Problem statement
Leaving out every picture, output the records below exactly as they are.

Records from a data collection
□ □ □
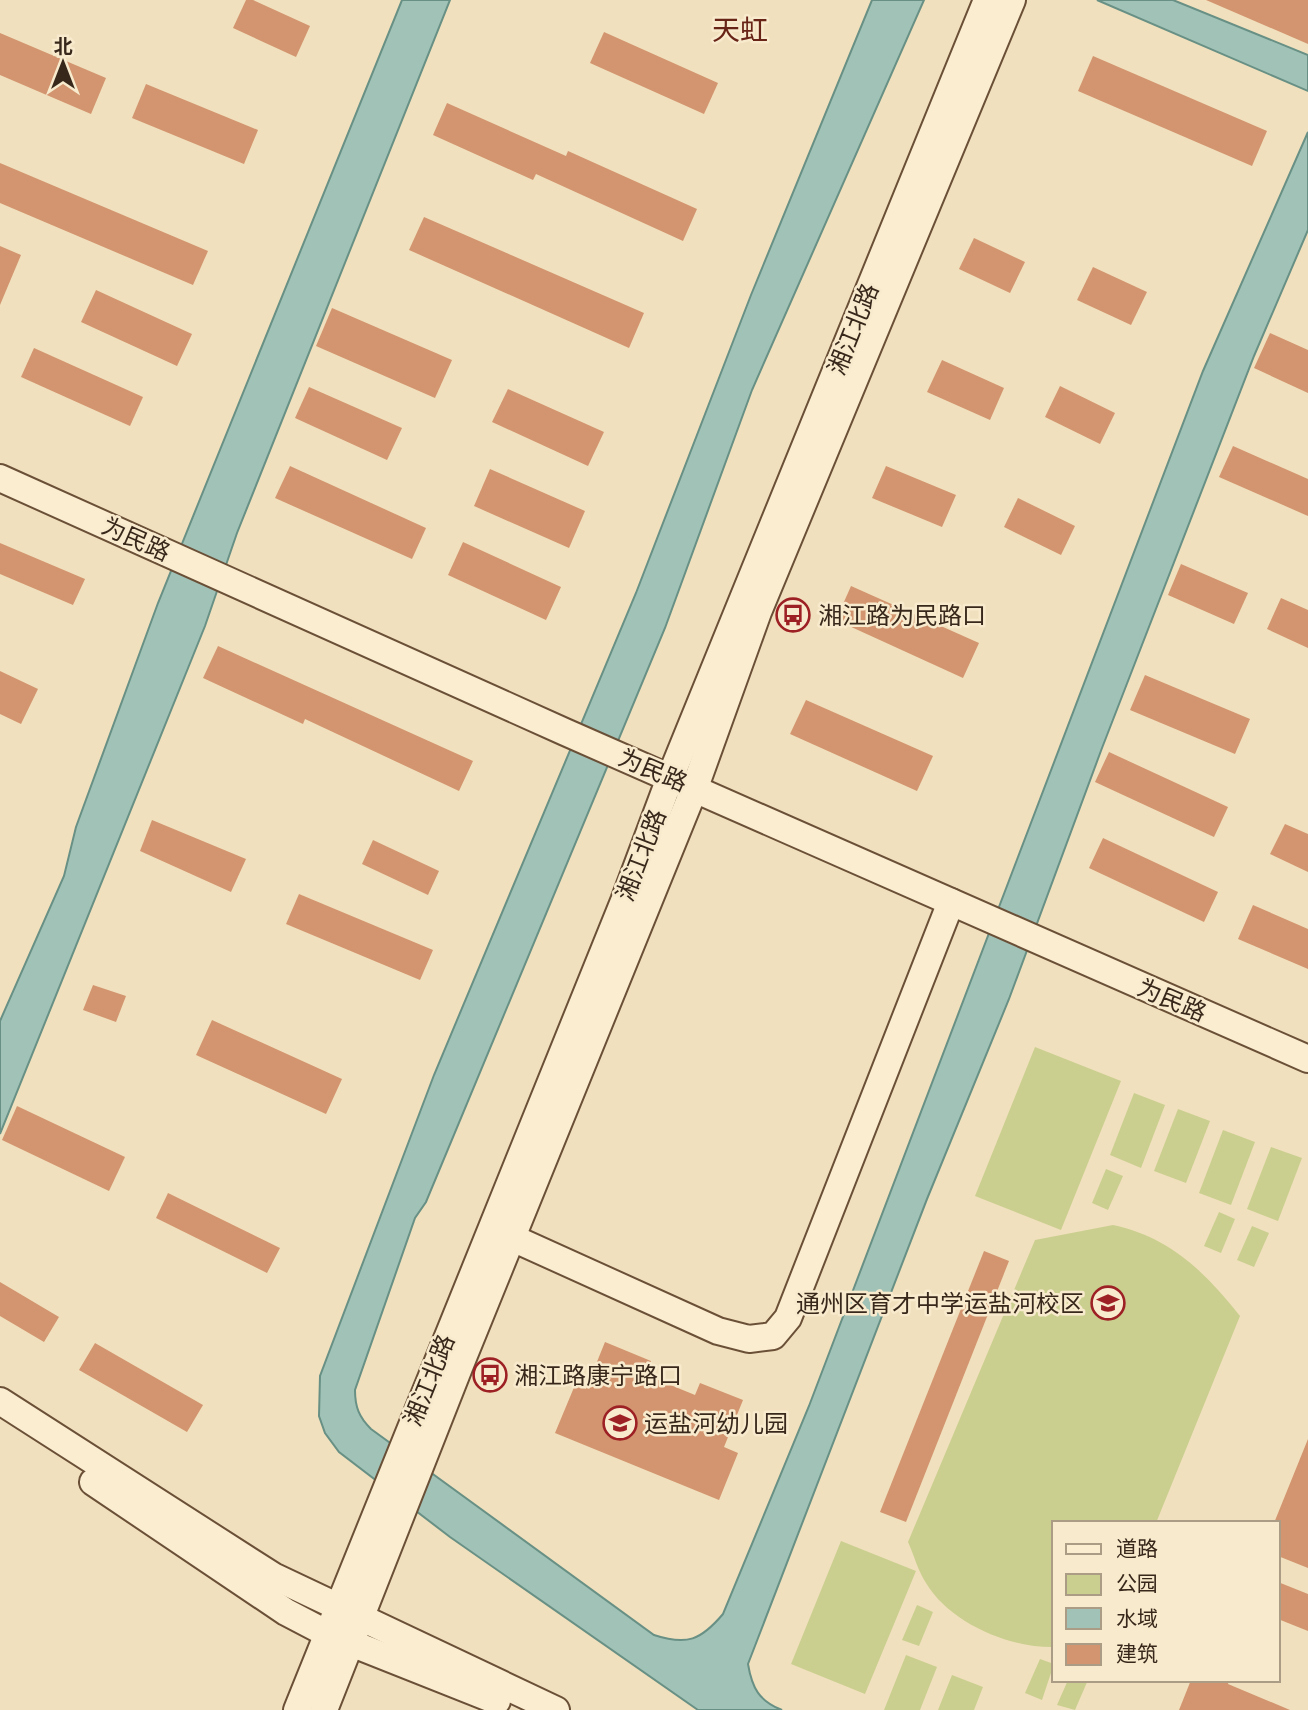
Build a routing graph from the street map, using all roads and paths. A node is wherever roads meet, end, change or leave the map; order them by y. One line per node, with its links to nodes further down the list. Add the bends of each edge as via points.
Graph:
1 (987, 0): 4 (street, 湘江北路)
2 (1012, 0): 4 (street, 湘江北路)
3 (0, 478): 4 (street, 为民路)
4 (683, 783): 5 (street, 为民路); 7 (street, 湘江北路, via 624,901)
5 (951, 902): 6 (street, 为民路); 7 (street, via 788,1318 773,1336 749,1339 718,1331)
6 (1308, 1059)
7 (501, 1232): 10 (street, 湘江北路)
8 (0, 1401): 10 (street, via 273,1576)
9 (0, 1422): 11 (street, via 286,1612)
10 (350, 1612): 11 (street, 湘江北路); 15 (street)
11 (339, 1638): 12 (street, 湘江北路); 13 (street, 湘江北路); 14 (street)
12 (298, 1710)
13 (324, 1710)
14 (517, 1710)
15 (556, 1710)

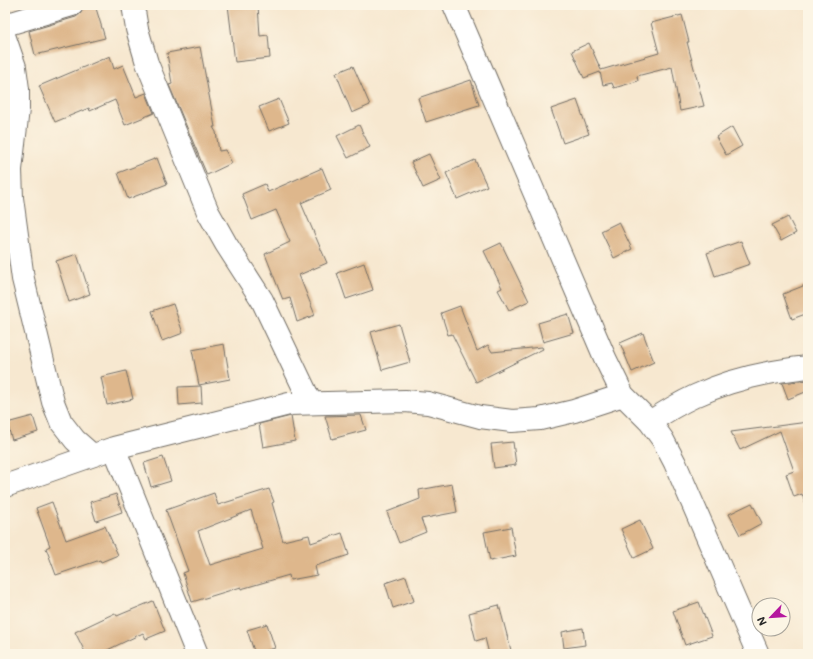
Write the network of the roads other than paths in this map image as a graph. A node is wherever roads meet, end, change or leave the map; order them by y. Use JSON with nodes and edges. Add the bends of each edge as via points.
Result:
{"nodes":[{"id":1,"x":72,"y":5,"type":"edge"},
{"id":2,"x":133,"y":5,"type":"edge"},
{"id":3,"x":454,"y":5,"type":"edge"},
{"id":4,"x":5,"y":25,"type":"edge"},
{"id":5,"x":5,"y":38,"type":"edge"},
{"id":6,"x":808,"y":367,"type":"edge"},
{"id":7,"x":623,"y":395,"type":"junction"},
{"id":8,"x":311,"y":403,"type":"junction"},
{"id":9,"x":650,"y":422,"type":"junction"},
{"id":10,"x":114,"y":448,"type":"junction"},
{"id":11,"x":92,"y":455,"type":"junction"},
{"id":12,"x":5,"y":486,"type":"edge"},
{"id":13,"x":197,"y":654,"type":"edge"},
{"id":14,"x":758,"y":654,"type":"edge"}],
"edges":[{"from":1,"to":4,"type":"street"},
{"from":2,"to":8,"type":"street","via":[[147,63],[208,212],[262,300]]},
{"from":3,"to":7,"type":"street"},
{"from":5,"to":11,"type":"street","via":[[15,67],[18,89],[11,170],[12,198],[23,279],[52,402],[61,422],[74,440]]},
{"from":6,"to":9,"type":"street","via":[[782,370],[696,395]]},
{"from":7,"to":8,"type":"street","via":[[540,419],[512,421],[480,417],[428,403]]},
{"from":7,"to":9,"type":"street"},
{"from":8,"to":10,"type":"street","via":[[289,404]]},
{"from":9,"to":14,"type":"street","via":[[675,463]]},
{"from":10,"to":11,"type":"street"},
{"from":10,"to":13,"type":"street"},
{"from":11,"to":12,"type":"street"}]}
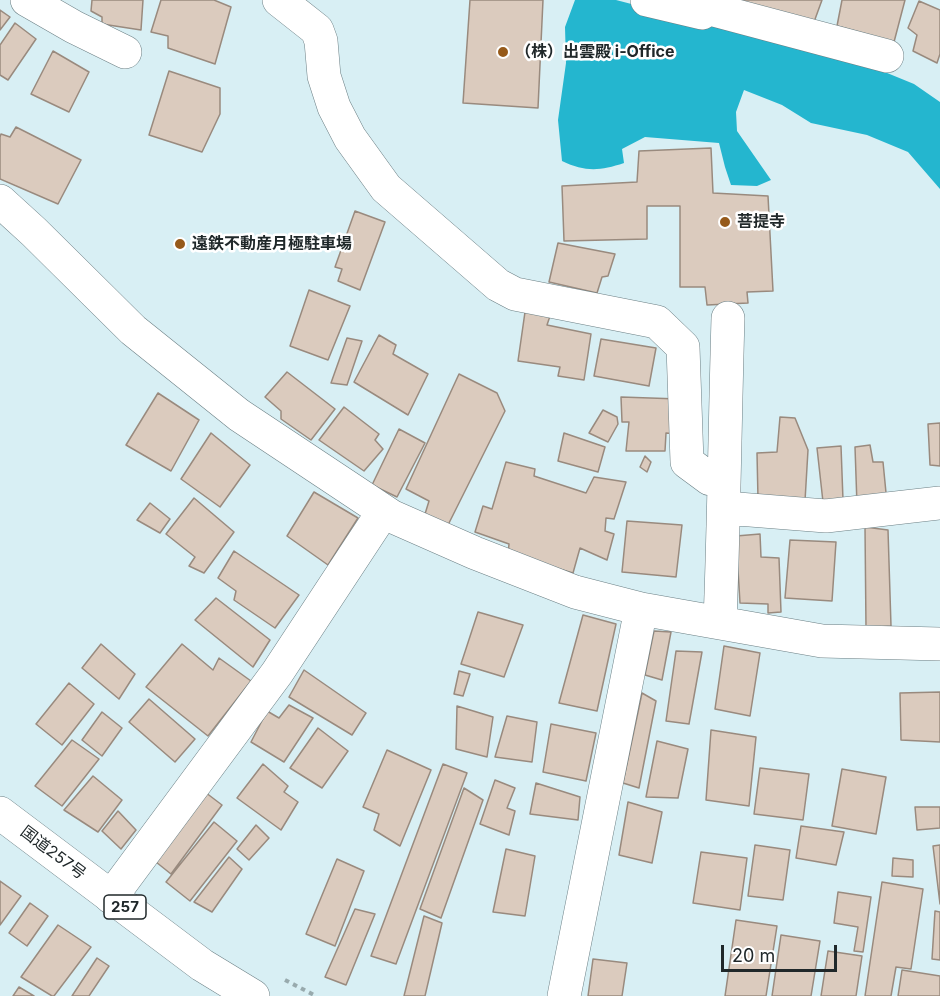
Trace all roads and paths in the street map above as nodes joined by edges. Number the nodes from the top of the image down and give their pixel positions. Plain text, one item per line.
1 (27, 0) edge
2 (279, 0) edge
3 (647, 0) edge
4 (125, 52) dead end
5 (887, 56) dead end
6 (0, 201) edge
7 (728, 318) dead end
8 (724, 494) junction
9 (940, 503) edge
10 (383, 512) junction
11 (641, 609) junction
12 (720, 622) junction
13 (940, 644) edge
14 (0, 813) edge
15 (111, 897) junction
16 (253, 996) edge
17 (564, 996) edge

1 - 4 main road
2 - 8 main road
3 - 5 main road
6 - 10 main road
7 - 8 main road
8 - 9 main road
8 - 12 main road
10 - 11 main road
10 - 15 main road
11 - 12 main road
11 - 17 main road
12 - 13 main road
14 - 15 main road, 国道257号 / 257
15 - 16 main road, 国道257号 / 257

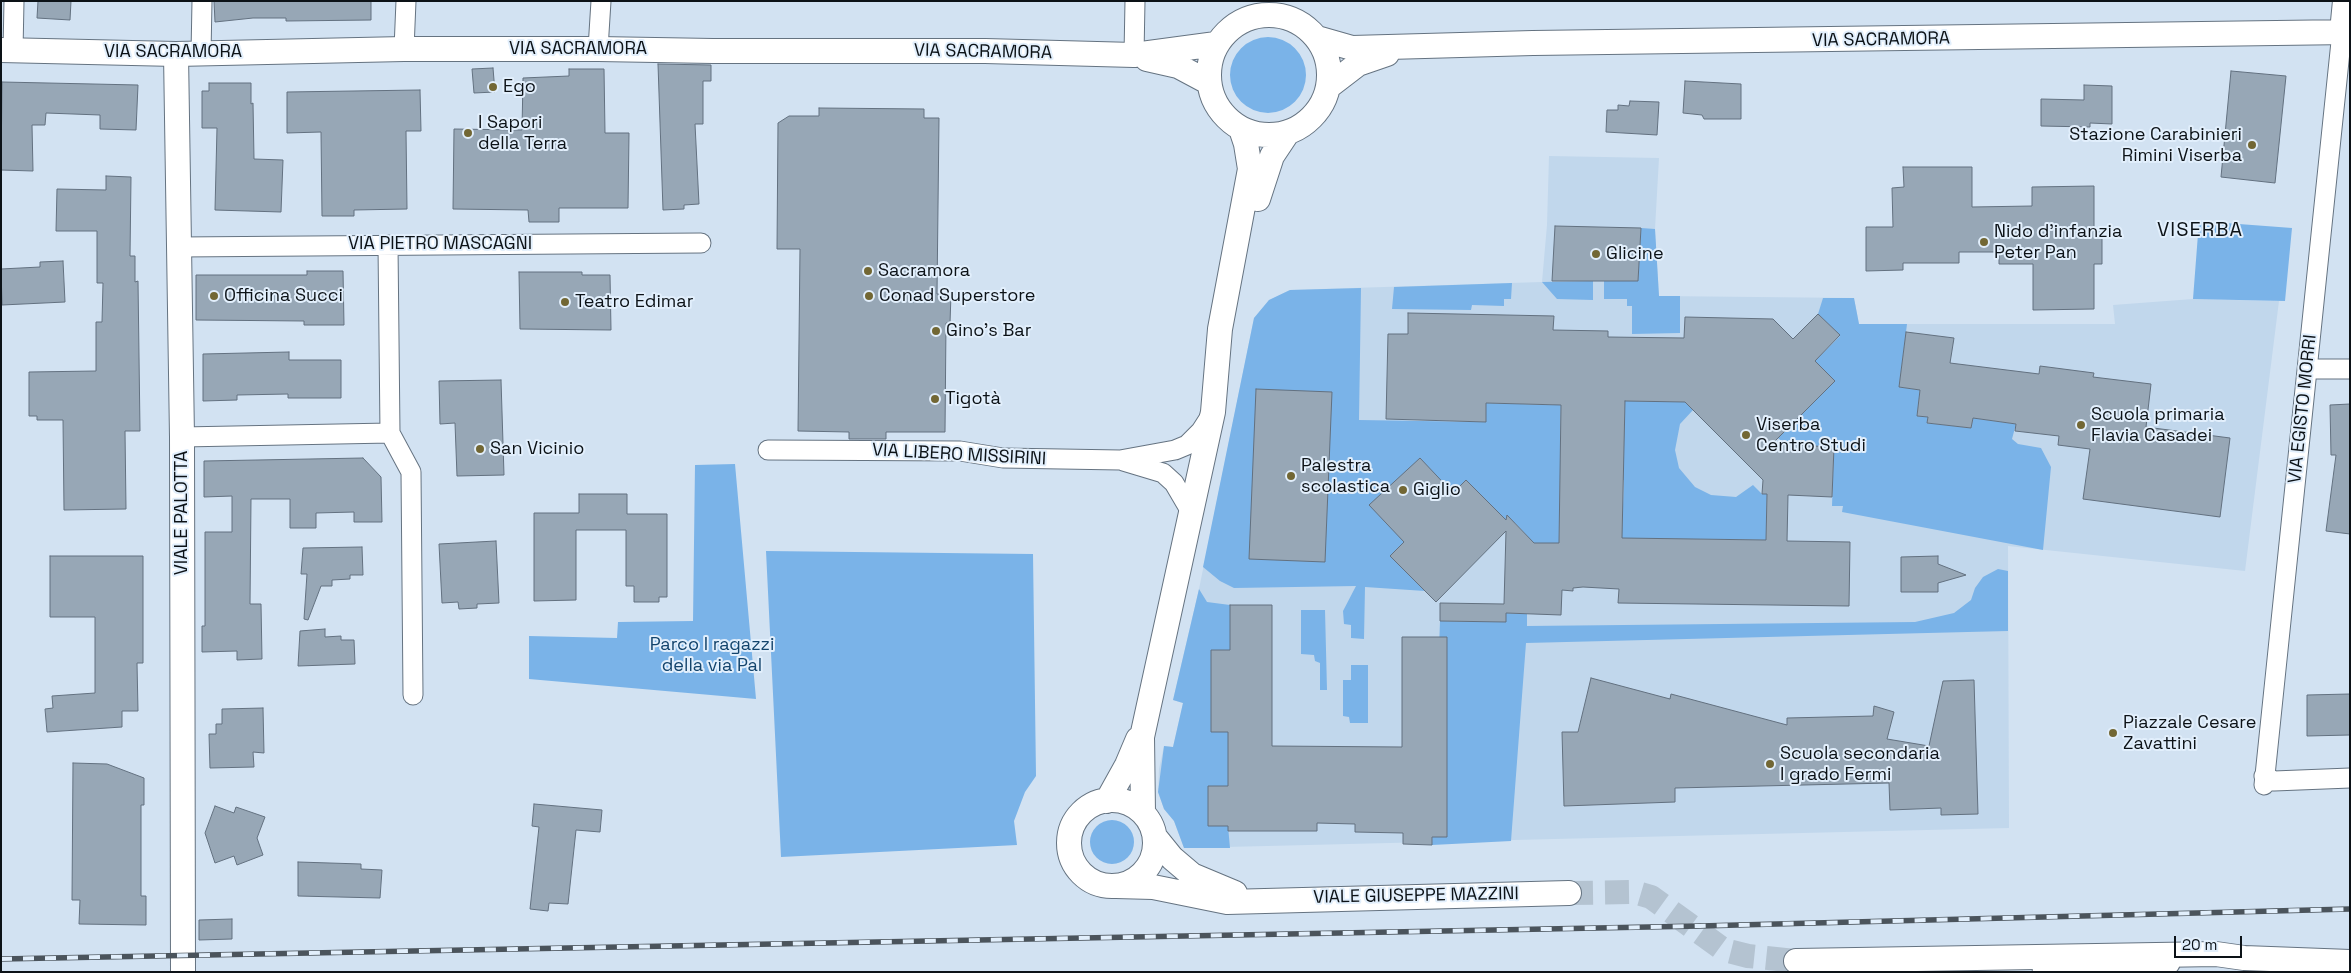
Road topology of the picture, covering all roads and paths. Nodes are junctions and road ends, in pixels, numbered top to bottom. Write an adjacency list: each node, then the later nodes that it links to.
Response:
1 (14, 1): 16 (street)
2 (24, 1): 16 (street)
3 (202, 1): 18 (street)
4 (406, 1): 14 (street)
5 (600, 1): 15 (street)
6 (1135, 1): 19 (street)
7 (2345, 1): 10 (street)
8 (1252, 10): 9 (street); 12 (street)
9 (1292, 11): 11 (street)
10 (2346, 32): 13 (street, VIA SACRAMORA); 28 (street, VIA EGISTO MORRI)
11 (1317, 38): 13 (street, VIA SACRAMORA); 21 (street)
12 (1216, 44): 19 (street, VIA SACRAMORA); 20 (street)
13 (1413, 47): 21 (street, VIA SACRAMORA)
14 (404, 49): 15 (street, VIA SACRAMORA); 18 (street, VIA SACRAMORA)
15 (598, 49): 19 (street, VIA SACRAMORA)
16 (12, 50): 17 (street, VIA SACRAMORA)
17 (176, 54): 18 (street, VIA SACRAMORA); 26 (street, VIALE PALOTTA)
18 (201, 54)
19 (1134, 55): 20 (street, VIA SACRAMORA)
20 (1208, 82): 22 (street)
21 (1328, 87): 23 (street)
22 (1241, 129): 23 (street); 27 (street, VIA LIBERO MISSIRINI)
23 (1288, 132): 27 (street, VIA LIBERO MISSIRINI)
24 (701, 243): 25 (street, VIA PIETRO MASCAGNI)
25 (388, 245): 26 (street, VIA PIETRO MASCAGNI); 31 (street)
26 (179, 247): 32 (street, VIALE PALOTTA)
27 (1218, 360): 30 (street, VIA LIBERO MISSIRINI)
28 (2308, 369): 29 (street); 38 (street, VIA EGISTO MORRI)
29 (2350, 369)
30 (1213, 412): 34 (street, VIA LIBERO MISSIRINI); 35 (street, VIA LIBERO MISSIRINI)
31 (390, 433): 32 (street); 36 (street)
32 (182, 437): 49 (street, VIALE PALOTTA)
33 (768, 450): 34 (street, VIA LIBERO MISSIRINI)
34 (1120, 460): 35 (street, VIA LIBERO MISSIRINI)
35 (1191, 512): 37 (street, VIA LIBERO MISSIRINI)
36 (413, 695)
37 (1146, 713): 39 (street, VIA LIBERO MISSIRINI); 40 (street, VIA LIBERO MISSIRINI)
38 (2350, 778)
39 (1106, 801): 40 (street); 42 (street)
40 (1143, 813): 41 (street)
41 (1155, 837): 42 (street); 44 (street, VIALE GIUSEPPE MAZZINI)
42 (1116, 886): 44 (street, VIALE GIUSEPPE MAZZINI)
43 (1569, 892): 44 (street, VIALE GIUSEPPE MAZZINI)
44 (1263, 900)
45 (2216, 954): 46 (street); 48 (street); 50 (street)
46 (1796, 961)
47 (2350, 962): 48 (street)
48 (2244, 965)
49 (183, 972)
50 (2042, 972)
□ □ □
Answer section
Build a routing graph from the street map, using all roads and paths. A node is wherever roads meet, end, change or leave the map; order them by y. One line per node, with its links to nodes further down the list. Add the bends of each edge as via points.
Graph:
1 (987, 0): 4 (street, 湘江北路)
2 (1012, 0): 4 (street, 湘江北路)
3 (0, 478): 4 (street, 为民路)
4 (683, 783): 5 (street, 为民路); 7 (street, 湘江北路, via 624,901)
5 (951, 902): 6 (street, 为民路); 7 (street, via 788,1318 773,1336 749,1339 718,1331)
6 (1308, 1059)
7 (501, 1232): 10 (street, 湘江北路)
8 (0, 1401): 10 (street, via 273,1576)
9 (0, 1422): 11 (street, via 286,1612)
10 (350, 1612): 11 (street, 湘江北路); 15 (street)
11 (339, 1638): 12 (street, 湘江北路); 13 (street, 湘江北路); 14 (street)
12 (298, 1710)
13 (324, 1710)
14 (517, 1710)
15 (556, 1710)

Write the network of the roads other than paths in this map image as a graph. A node is wherever roads meet, end, change or leave the map; order them by y. Use JSON with nodes and edges. Add the bends of each edge as via points.
Result:
{"nodes":[{"id":1,"x":72,"y":5,"type":"edge"},
{"id":2,"x":133,"y":5,"type":"edge"},
{"id":3,"x":454,"y":5,"type":"edge"},
{"id":4,"x":5,"y":25,"type":"edge"},
{"id":5,"x":5,"y":38,"type":"edge"},
{"id":6,"x":808,"y":367,"type":"edge"},
{"id":7,"x":623,"y":395,"type":"junction"},
{"id":8,"x":311,"y":403,"type":"junction"},
{"id":9,"x":650,"y":422,"type":"junction"},
{"id":10,"x":114,"y":448,"type":"junction"},
{"id":11,"x":92,"y":455,"type":"junction"},
{"id":12,"x":5,"y":486,"type":"edge"},
{"id":13,"x":197,"y":654,"type":"edge"},
{"id":14,"x":758,"y":654,"type":"edge"}],
"edges":[{"from":1,"to":4,"type":"street"},
{"from":2,"to":8,"type":"street","via":[[147,63],[208,212],[262,300]]},
{"from":3,"to":7,"type":"street"},
{"from":5,"to":11,"type":"street","via":[[15,67],[18,89],[11,170],[12,198],[23,279],[52,402],[61,422],[74,440]]},
{"from":6,"to":9,"type":"street","via":[[782,370],[696,395]]},
{"from":7,"to":8,"type":"street","via":[[540,419],[512,421],[480,417],[428,403]]},
{"from":7,"to":9,"type":"street"},
{"from":8,"to":10,"type":"street","via":[[289,404]]},
{"from":9,"to":14,"type":"street","via":[[675,463]]},
{"from":10,"to":11,"type":"street"},
{"from":10,"to":13,"type":"street"},
{"from":11,"to":12,"type":"street"}]}
Trace all roads and paths in the street map above as nodes joined by edges. Number the nodes from the top of the image down and give their pixel positions. Plain text, one item per line.
1 (27, 0) edge
2 (279, 0) edge
3 (647, 0) edge
4 (125, 52) dead end
5 (887, 56) dead end
6 (0, 201) edge
7 (728, 318) dead end
8 (724, 494) junction
9 (940, 503) edge
10 (383, 512) junction
11 (641, 609) junction
12 (720, 622) junction
13 (940, 644) edge
14 (0, 813) edge
15 (111, 897) junction
16 (253, 996) edge
17 (564, 996) edge

1 - 4 main road
2 - 8 main road
3 - 5 main road
6 - 10 main road
7 - 8 main road
8 - 9 main road
8 - 12 main road
10 - 11 main road
10 - 15 main road
11 - 12 main road
11 - 17 main road
12 - 13 main road
14 - 15 main road, 国道257号 / 257
15 - 16 main road, 国道257号 / 257

Road topology of the picture, covering all roads and paths. Nodes are junctions and road ends, in pixels, numbered top to bottom. Write an adjacency list: each node, then the later nodes that it links to.
Response:
1 (14, 1): 16 (street)
2 (24, 1): 16 (street)
3 (202, 1): 18 (street)
4 (406, 1): 14 (street)
5 (600, 1): 15 (street)
6 (1135, 1): 19 (street)
7 (2345, 1): 10 (street)
8 (1252, 10): 9 (street); 12 (street)
9 (1292, 11): 11 (street)
10 (2346, 32): 13 (street, VIA SACRAMORA); 28 (street, VIA EGISTO MORRI)
11 (1317, 38): 13 (street, VIA SACRAMORA); 21 (street)
12 (1216, 44): 19 (street, VIA SACRAMORA); 20 (street)
13 (1413, 47): 21 (street, VIA SACRAMORA)
14 (404, 49): 15 (street, VIA SACRAMORA); 18 (street, VIA SACRAMORA)
15 (598, 49): 19 (street, VIA SACRAMORA)
16 (12, 50): 17 (street, VIA SACRAMORA)
17 (176, 54): 18 (street, VIA SACRAMORA); 26 (street, VIALE PALOTTA)
18 (201, 54)
19 (1134, 55): 20 (street, VIA SACRAMORA)
20 (1208, 82): 22 (street)
21 (1328, 87): 23 (street)
22 (1241, 129): 23 (street); 27 (street, VIA LIBERO MISSIRINI)
23 (1288, 132): 27 (street, VIA LIBERO MISSIRINI)
24 (701, 243): 25 (street, VIA PIETRO MASCAGNI)
25 (388, 245): 26 (street, VIA PIETRO MASCAGNI); 31 (street)
26 (179, 247): 32 (street, VIALE PALOTTA)
27 (1218, 360): 30 (street, VIA LIBERO MISSIRINI)
28 (2308, 369): 29 (street); 38 (street, VIA EGISTO MORRI)
29 (2350, 369)
30 (1213, 412): 34 (street, VIA LIBERO MISSIRINI); 35 (street, VIA LIBERO MISSIRINI)
31 (390, 433): 32 (street); 36 (street)
32 (182, 437): 49 (street, VIALE PALOTTA)
33 (768, 450): 34 (street, VIA LIBERO MISSIRINI)
34 (1120, 460): 35 (street, VIA LIBERO MISSIRINI)
35 (1191, 512): 37 (street, VIA LIBERO MISSIRINI)
36 (413, 695)
37 (1146, 713): 39 (street, VIA LIBERO MISSIRINI); 40 (street, VIA LIBERO MISSIRINI)
38 (2350, 778)
39 (1106, 801): 40 (street); 42 (street)
40 (1143, 813): 41 (street)
41 (1155, 837): 42 (street); 44 (street, VIALE GIUSEPPE MAZZINI)
42 (1116, 886): 44 (street, VIALE GIUSEPPE MAZZINI)
43 (1569, 892): 44 (street, VIALE GIUSEPPE MAZZINI)
44 (1263, 900)
45 (2216, 954): 46 (street); 48 (street); 50 (street)
46 (1796, 961)
47 (2350, 962): 48 (street)
48 (2244, 965)
49 (183, 972)
50 (2042, 972)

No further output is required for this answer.